To Trump, the strikes represent bold American action to get a handle on a problem, drug trafficking, that kills tens of thousands of Americans a year. But to the vast majority of the region’s governments, what Trump is presently doing is the worst form of U.S. hegemony one can imagine, sparking memories of past U.S. interventions—the 1954 U.S.-sponsored coup in Guatemala; U.S. covert actions in Cuba; the 1965 U.S. invasion of the Dominican Republic; the contra wars of the 1980s in Nicaragua; and the 1989 U.S. invasion of Panama—that were either failures, produced civil wars (in the case of Guatemala), or paved the way for unpopular governments (like Manuel Noriega’s immediate successor in Panama). Add the often inexplicable U.S. tariffs on Brazil as well as U.S. meddling in Argentina and Honduras’s elections and you can quickly understand why the Western Hemisphere might grow tired of a bumbling, big hegemon to the north whose preference is to throw sticks rather than carrots.

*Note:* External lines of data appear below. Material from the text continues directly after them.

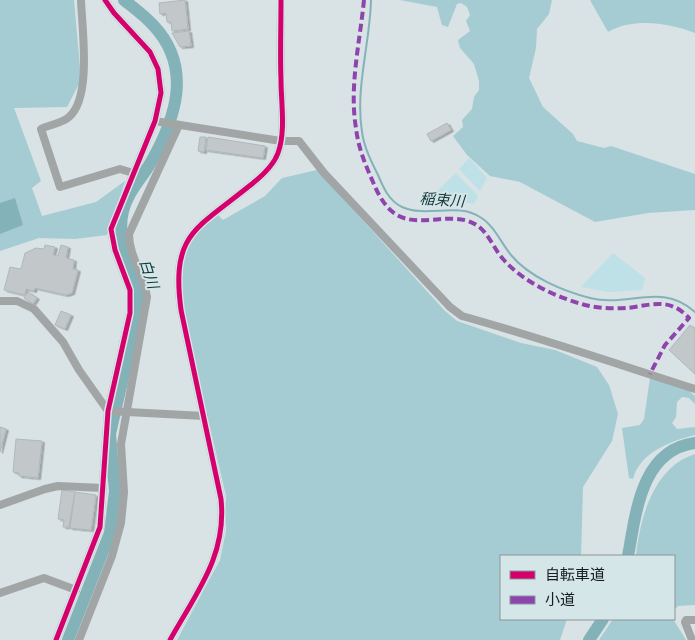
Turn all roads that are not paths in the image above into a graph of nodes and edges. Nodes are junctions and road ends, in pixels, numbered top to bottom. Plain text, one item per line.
1 (81, 0) edge
2 (106, 0) edge
3 (281, 0) edge
4 (155, 121) junction
5 (179, 125) junction
6 (281, 141) junction
7 (133, 173) junction
8 (0, 301) edge
9 (695, 389) edge
10 (127, 410) junction
11 (108, 411) junction
12 (204, 416) junction
13 (103, 488) junction
14 (0, 505) edge
15 (76, 590) junction
16 (0, 593) edge
17 (695, 620) edge
18 (56, 640) edge
19 (79, 640) edge
20 (170, 640) edge
21 (692, 640) edge

1 - 7 street
2 - 4 street
3 - 6 street
4 - 5 street
4 - 7 street
5 - 6 street
5 - 10 street
6 - 9 street
6 - 12 street
7 - 11 street
8 - 11 street
10 - 11 street
10 - 12 street
10 - 19 street
11 - 13 street
12 - 20 street
13 - 14 street
13 - 15 street
15 - 16 street
15 - 18 street
17 - 21 street

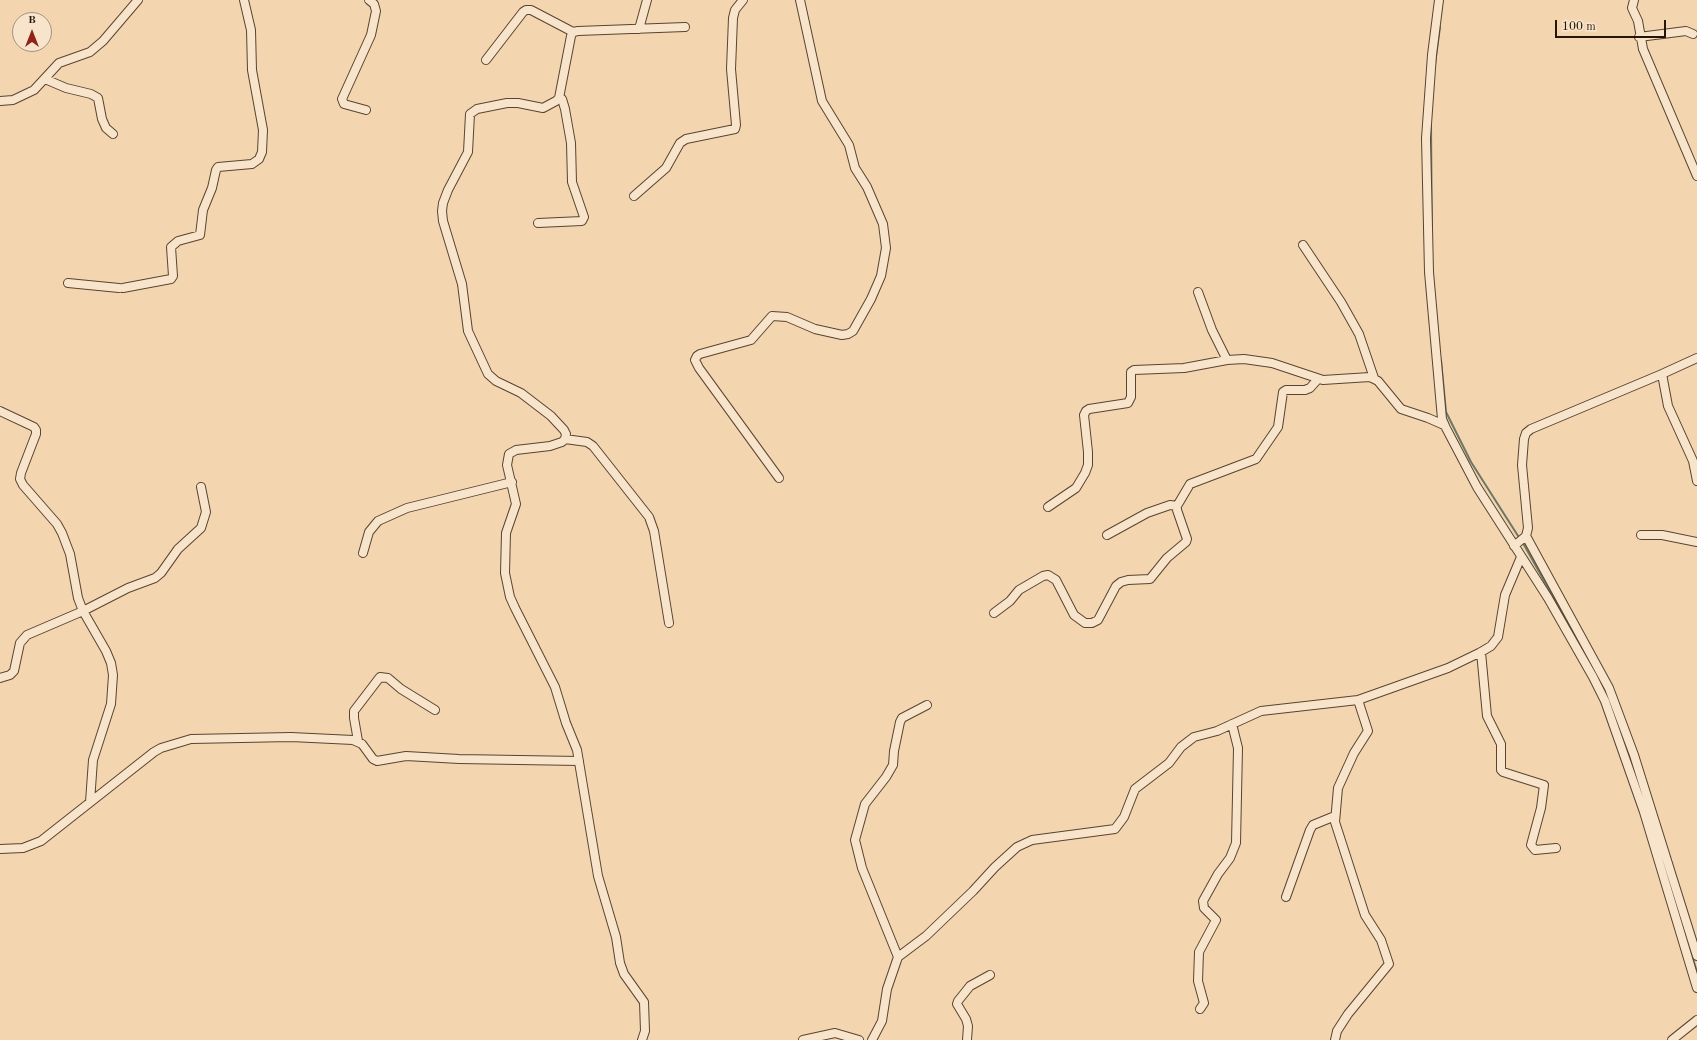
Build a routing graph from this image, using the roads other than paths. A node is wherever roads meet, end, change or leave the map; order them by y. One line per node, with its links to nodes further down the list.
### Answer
1 (138, 0): 15 (street)
2 (244, 0): 24 (street)
3 (369, 0): 18 (street)
4 (647, 0): 10 (street)
5 (742, 0): 21 (street)
6 (800, 0): 34 (street)
7 (1440, 0): 32 (street)
8 (1634, 0): 13 (street)
9 (685, 27): 10 (street)
10 (639, 29): 11 (street)
11 (574, 32): 14 (street); 16 (street)
12 (1693, 34): 13 (street)
13 (1640, 37): 20 (street)
14 (486, 60)
15 (45, 79): 17 (street); 19 (street)
16 (559, 98): 22 (street); 33 (street)
17 (0, 101)
18 (366, 110)
19 (112, 134)
20 (1697, 176)
21 (634, 196)
22 (538, 223)
23 (1303, 245): 29 (street)
24 (68, 282)
25 (1198, 292): 27 (street)
26 (1697, 358): 28 (street)
27 (1227, 360): 30 (street); 39 (street)
28 (1662, 374): 35 (street); 42 (street)
29 (1374, 378): 30 (street); 32 (street)
30 (1318, 379): 38 (street)
31 (0, 411): 47 (street)
32 (1444, 425): 44 (street)
33 (565, 439): 36 (street); 49 (street)
34 (779, 478)
35 (1697, 481)
36 (512, 482): 45 (street); 57 (street)
37 (201, 487): 47 (street)
38 (1177, 506): 40 (street); 48 (street)
39 (1048, 507)
40 (1107, 535)
41 (1641, 535): 43 (street)
42 (1525, 537): 44 (street); 63 (street)
43 (1697, 542)
44 (1515, 545): 46 (street)
45 (363, 552)
46 (1521, 557): 50 (street); 66 (street)
47 (82, 611): 51 (street); 58 (street)
48 (994, 613)
49 (669, 623)
50 (1481, 652): 52 (street); 60 (street)
51 (0, 678)
52 (1358, 700): 55 (street); 59 (street)
53 (927, 705): 64 (street)
54 (436, 710): 56 (street)
55 (1232, 724): 64 (street); 67 (street)
56 (358, 741): 57 (street); 58 (street)
57 (579, 761): 69 (street)
58 (90, 802): 61 (street)
59 (1335, 816): 62 (street); 74 (street)
60 (1556, 848)
61 (0, 849)
62 (1286, 897)
63 (1697, 956)
64 (898, 957): 72 (street)
65 (990, 975): 73 (street)
66 (1697, 988)
67 (1200, 1009)
68 (1697, 1020): 75 (street)
69 (642, 1040)
70 (802, 1040): 71 (street)
71 (859, 1040)
72 (872, 1040)
73 (967, 1040)
74 (1335, 1040)
75 (1672, 1040)

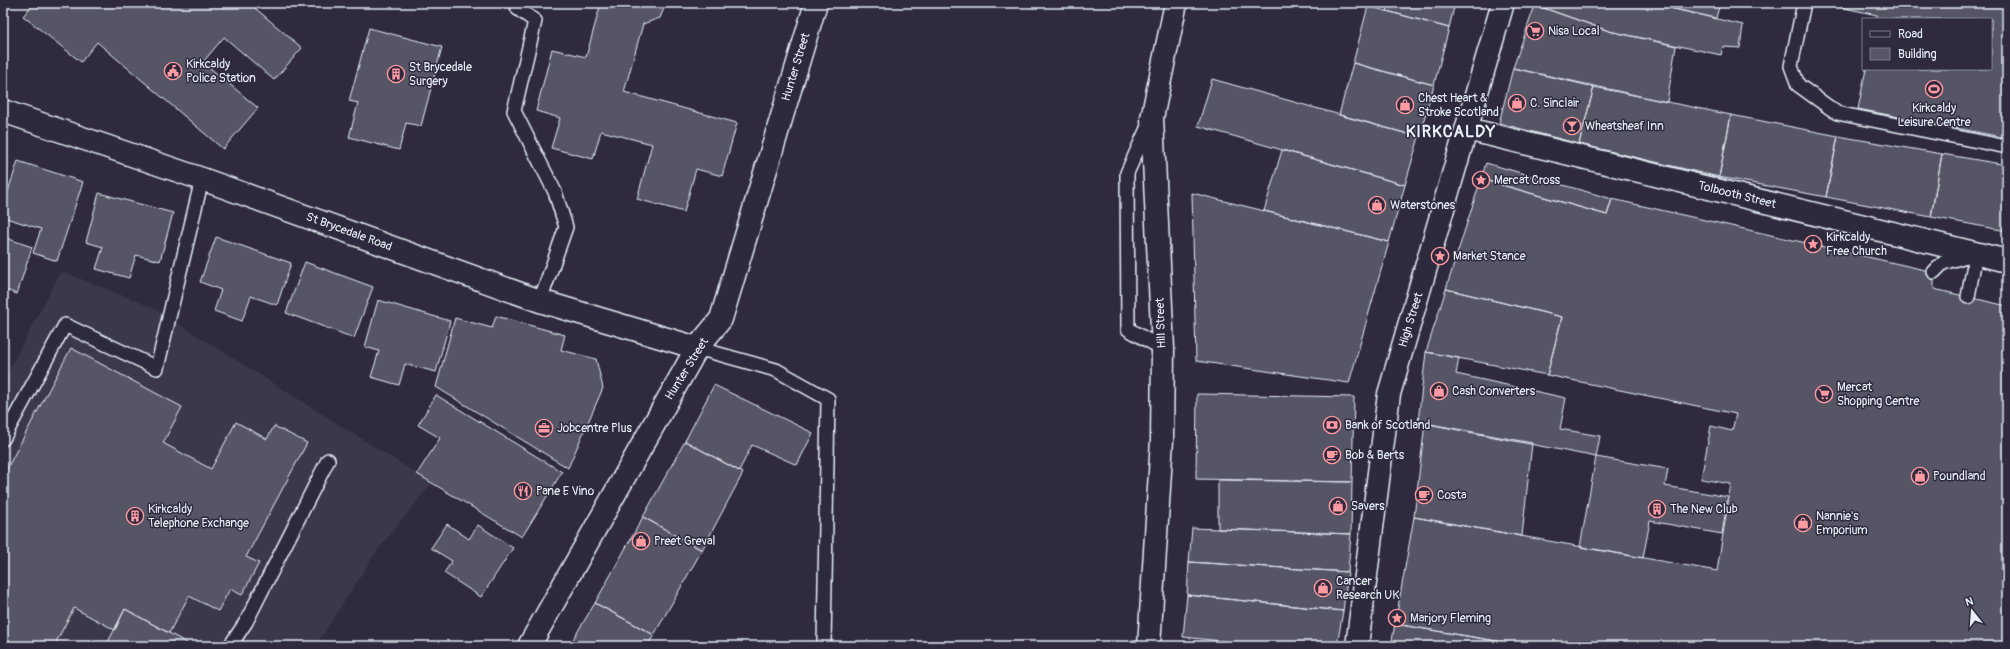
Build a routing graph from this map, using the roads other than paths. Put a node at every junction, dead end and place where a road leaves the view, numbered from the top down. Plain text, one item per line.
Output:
1 (516, 3) edge
2 (816, 3) edge
3 (1176, 3) edge
4 (1503, 3) edge
5 (1804, 3) edge
6 (3, 111) edge
7 (1152, 118) junction
8 (1468, 129) junction
9 (2007, 147) edge
10 (202, 179) junction
11 (1976, 253) junction
12 (2007, 261) edge
13 (1934, 272) dead end
14 (1968, 297) dead end
15 (540, 301) junction
16 (697, 348) junction
17 (1162, 352) junction
18 (3, 439) edge
19 (328, 460) dead end
20 (230, 646) edge
21 (529, 646) edge
22 (824, 646) edge
23 (1149, 646) edge
24 (1357, 646) edge

1 - 15 lane
2 - 16 street, Hunter Street
3 - 7 street, Hill Street
4 - 8 street, High Street
5 - 9 lane
6 - 10 street, St Brycedale Road
7 - 17 street, Hill Street
7 - 17 lane
8 - 11 street, Tolbooth Street
8 - 24 street, High Street
10 - 15 street, St Brycedale Road
10 - 18 lane
11 - 12 street, Tolbooth Street
11 - 13 lane
11 - 14 lane
15 - 16 street, St Brycedale Road
16 - 21 street, Hunter Street
16 - 22 lane
17 - 23 street, Hill Street
19 - 20 lane

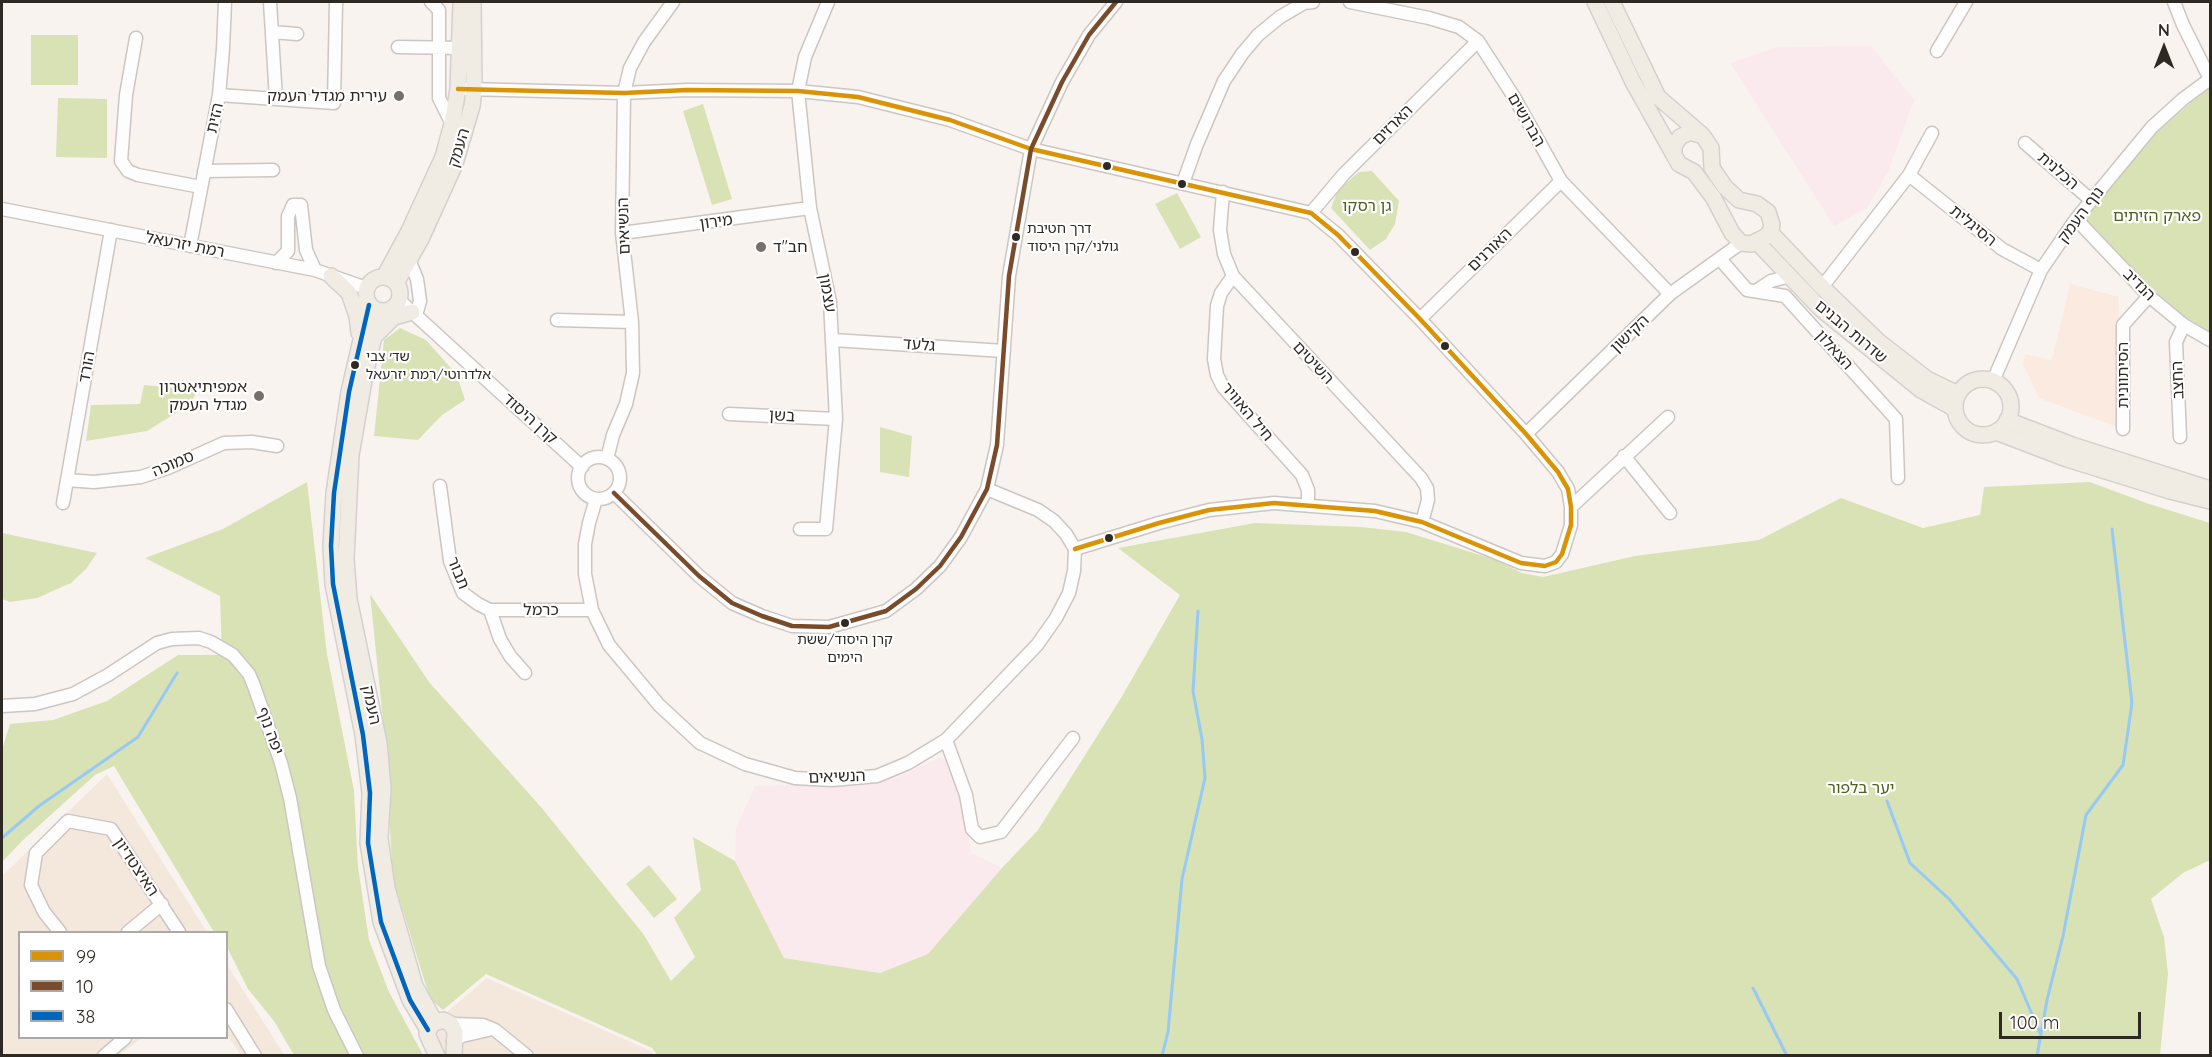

The Middle East section is also a bit odd, not because of what Trump ostensibly seeks to do there—deprioritize the region from U.S. grand strategy—but rather because of its inaccurate depiction of how the regional security environment looks at the moment. You’d be forgiven for thinking the Middle East’s major conflict points have been resolved. They haven’t been, nor is U.S. mediation likely to be the silver-bullet the Trump administration claims it is. 

Trump’s peace plan in Gaza is still in its initial stages, and the ceasefire that was supposed to lead to a new political order in the Palestinian enclave has been violated countless times by both Israel and Hamas. The Board of Peace that will administer the technocratic, post-Hamas interim administration in Gaza is still nowhere to be found—indeed, the Palestinian government isn’t even formed yet. Israel continues striking Lebanon on a daily basis. And Israeli forces raid Syrian territory as if it was an extension of the West Bank—raids that complicate Trump’s own strategy with Syria, including but not limited to normalizing U.S. relations with Damascus and bringing the Israelis and Syrians into some kind of deescalation agreement. Iran’s nuclear program, meanwhile, is not “obliterated” as Trump likes to say, only significantly damaged. Iran’s strategic calculation after the U.S. bombing campaign last June is likely the same as it was before the bombs were released.

In short, Trump’s policy document isn’t fabulous. But it’s not a travesty either. And given Trump’s propensity to make policy on the fly, it can hardly be called permanent.